TASK GOAL:
Drop every image, then reproduce the data exactly as given.

────────────────

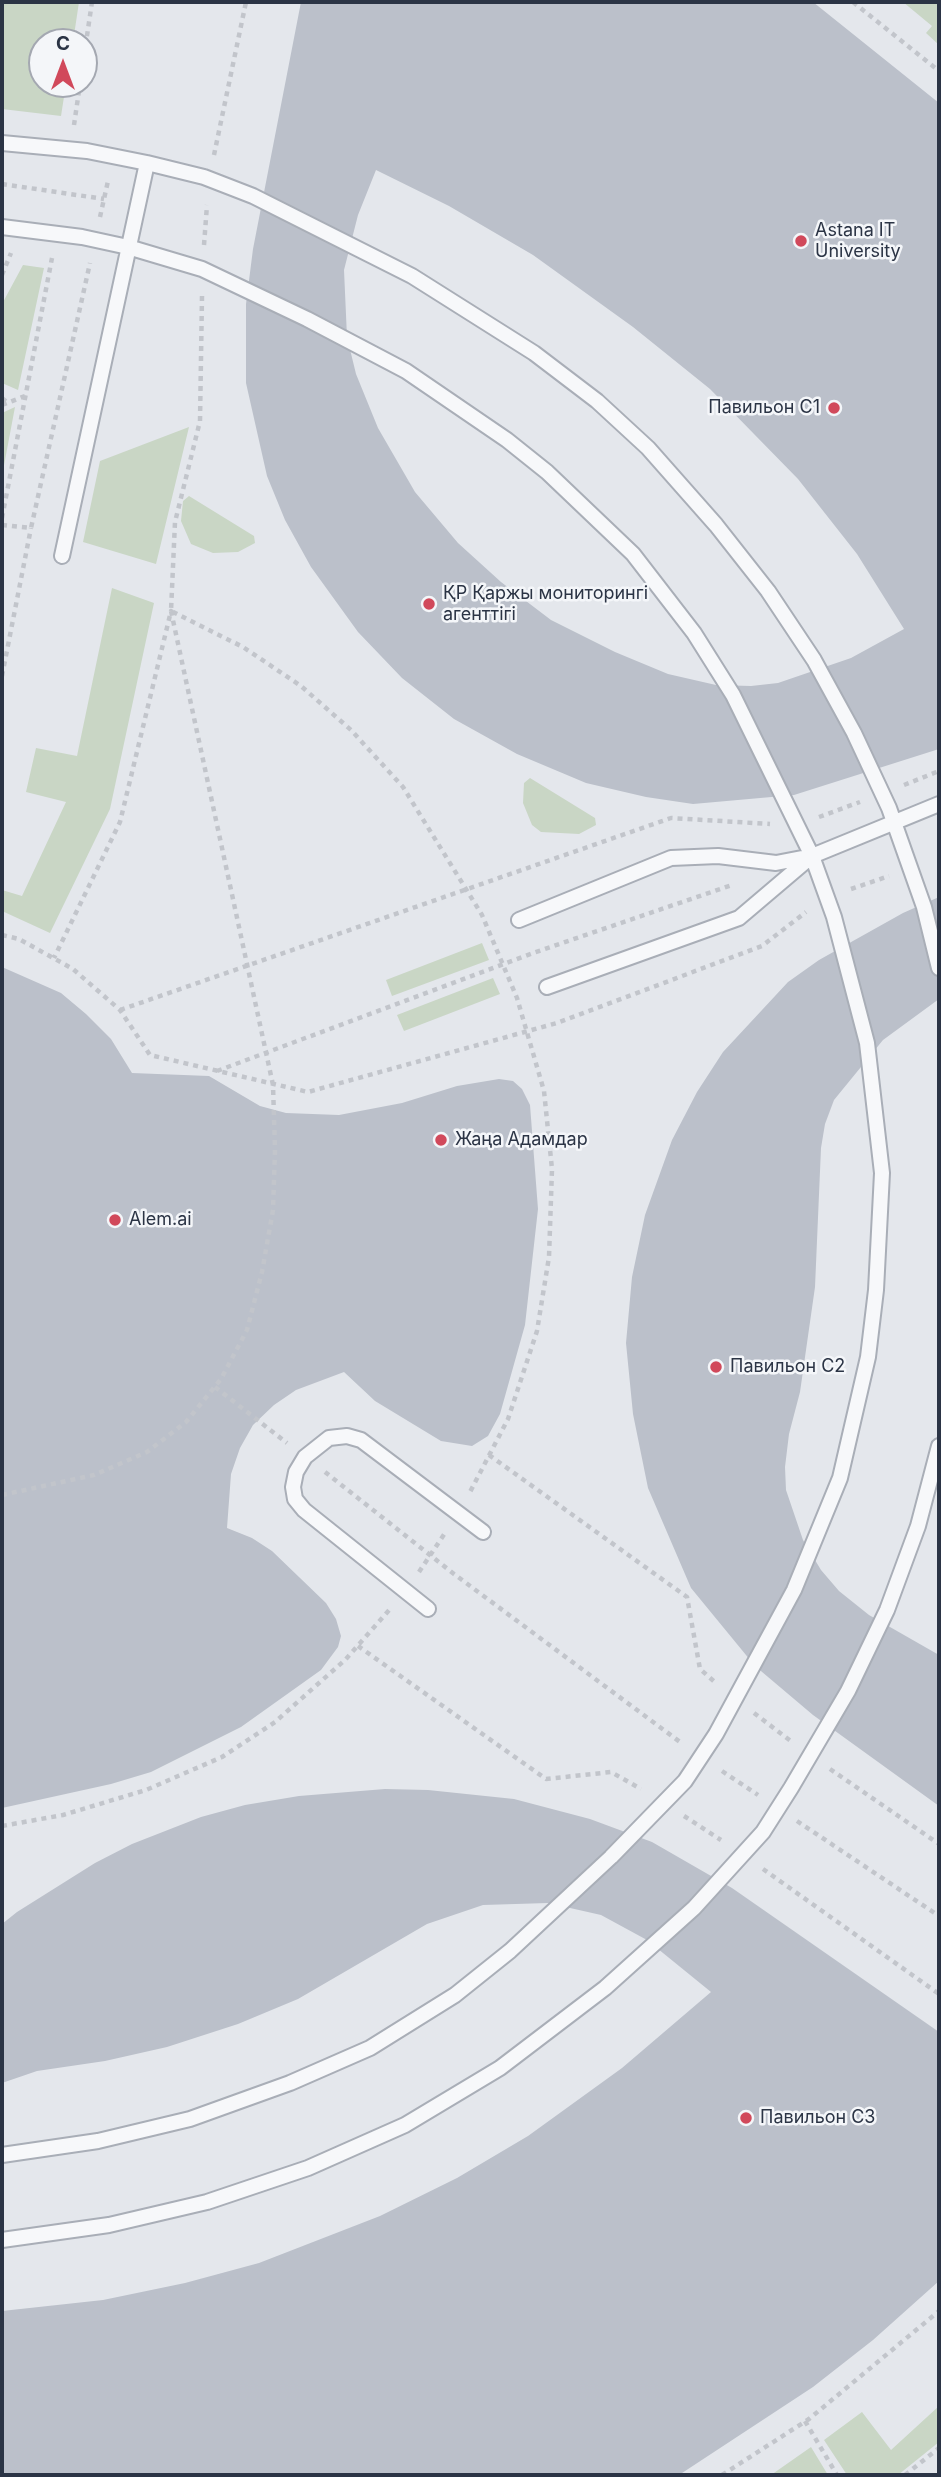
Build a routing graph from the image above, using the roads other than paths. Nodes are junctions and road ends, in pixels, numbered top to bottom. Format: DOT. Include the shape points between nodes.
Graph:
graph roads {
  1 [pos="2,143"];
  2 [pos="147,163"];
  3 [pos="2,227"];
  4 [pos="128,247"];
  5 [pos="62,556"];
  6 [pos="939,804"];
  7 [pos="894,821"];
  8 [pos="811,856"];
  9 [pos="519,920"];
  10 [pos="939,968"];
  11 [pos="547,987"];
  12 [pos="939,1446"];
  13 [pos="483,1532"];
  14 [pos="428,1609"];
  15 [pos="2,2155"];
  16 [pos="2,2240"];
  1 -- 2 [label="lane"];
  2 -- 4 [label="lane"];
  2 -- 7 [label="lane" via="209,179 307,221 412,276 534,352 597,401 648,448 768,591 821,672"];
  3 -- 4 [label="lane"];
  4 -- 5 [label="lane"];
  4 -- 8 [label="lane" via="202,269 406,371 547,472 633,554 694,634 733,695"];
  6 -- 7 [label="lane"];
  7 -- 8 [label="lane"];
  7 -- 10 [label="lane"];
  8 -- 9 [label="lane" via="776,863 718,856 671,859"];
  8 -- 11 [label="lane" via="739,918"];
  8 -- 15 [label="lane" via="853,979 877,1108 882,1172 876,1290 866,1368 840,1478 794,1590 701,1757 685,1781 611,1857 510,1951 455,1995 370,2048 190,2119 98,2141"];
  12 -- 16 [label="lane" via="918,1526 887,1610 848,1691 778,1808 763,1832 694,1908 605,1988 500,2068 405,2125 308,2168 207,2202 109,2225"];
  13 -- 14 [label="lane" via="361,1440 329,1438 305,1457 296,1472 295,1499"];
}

────────────────

WRITTEN ANSWER:
Build a routing graph from the image above, using the roads other than paths. Nodes are junctions and road ends, in pixels, numbered top to bottom. Format: DOT. Include the shape points between nodes.
Graph:
graph roads {
  1 [pos="2,143"];
  2 [pos="147,163"];
  3 [pos="2,227"];
  4 [pos="128,247"];
  5 [pos="62,556"];
  6 [pos="939,804"];
  7 [pos="894,821"];
  8 [pos="811,856"];
  9 [pos="519,920"];
  10 [pos="939,968"];
  11 [pos="547,987"];
  12 [pos="939,1446"];
  13 [pos="483,1532"];
  14 [pos="428,1609"];
  15 [pos="2,2155"];
  16 [pos="2,2240"];
  1 -- 2 [label="lane"];
  2 -- 4 [label="lane"];
  2 -- 7 [label="lane" via="209,179 307,221 412,276 534,352 597,401 648,448 768,591 821,672"];
  3 -- 4 [label="lane"];
  4 -- 5 [label="lane"];
  4 -- 8 [label="lane" via="202,269 406,371 547,472 633,554 694,634 733,695"];
  6 -- 7 [label="lane"];
  7 -- 8 [label="lane"];
  7 -- 10 [label="lane"];
  8 -- 9 [label="lane" via="776,863 718,856 671,859"];
  8 -- 11 [label="lane" via="739,918"];
  8 -- 15 [label="lane" via="853,979 877,1108 882,1172 876,1290 866,1368 840,1478 794,1590 701,1757 685,1781 611,1857 510,1951 455,1995 370,2048 190,2119 98,2141"];
  12 -- 16 [label="lane" via="918,1526 887,1610 848,1691 778,1808 763,1832 694,1908 605,1988 500,2068 405,2125 308,2168 207,2202 109,2225"];
  13 -- 14 [label="lane" via="361,1440 329,1438 305,1457 296,1472 295,1499"];
}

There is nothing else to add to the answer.